• sene iki sene evvel. ben ve eski, pasaklı ev arkadaşlarım, yüz yetmiş metrekare bir öğrenci evinde ikamet ediyoruz.

    bahar gelmiş, benim içime de bahar gelmiş. ev arkadaşlarım evde yok ve ben evimde ilk defa misafir ağırlayacağım hafta sonu için ama evi bok götürüyor afedersiniz. toz kalkıyor halılardan yürürken misal, o derece.
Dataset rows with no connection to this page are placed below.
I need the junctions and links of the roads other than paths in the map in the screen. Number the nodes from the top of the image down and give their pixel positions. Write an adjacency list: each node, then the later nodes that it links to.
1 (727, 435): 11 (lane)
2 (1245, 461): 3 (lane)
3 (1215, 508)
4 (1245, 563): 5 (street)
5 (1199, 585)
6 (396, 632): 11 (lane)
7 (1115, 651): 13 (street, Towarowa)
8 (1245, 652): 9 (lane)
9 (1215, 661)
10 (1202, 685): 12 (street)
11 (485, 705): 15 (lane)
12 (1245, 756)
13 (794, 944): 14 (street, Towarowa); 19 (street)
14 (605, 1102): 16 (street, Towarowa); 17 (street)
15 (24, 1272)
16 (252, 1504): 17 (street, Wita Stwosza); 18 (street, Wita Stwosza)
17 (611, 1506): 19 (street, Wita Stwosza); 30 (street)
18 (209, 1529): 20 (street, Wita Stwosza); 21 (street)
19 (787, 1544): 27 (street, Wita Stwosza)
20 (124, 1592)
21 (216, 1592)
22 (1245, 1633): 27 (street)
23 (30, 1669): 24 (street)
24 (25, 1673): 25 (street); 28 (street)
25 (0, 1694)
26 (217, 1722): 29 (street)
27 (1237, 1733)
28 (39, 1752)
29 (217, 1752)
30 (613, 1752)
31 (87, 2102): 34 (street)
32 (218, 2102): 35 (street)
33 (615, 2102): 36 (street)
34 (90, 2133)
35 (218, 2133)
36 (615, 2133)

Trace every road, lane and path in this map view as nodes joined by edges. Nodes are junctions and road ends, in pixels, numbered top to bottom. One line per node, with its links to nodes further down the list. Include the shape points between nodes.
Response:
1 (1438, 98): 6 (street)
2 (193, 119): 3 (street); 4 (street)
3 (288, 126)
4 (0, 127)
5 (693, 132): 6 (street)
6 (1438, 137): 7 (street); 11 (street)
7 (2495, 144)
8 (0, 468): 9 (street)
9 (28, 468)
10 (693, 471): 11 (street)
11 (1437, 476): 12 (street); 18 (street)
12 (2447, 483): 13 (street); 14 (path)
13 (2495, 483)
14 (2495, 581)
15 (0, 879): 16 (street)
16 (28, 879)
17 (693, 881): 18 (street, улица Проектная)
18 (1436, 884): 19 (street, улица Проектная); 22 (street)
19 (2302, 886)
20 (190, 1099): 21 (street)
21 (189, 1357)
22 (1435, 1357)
    başımda tülbent, elimde elektrikli süpürge bütün evi süpürmeye çalışıyorum var gücümle ama torbası dolmuş namussuzun çekmiyor. dışarı çıkıp yeni bir torba almaya üşeniyorum ve odamın ortasında oturup, elimi torbanın içine sokup avuç avuç boşaltmaya çalışıyorum içindeki pislikleri. toz duman içinde kalıyor ortalık, daha beter oluyor. baştan süpürüyorum odayı. siliyorum paklıyorum, dolapları açar da bakarlar diye kıyafetlerimi tekrar katlayıp, düzenliyorum. balkonları yıkıyorum, duş perdesini bile makinaya atıp yıkıyorum.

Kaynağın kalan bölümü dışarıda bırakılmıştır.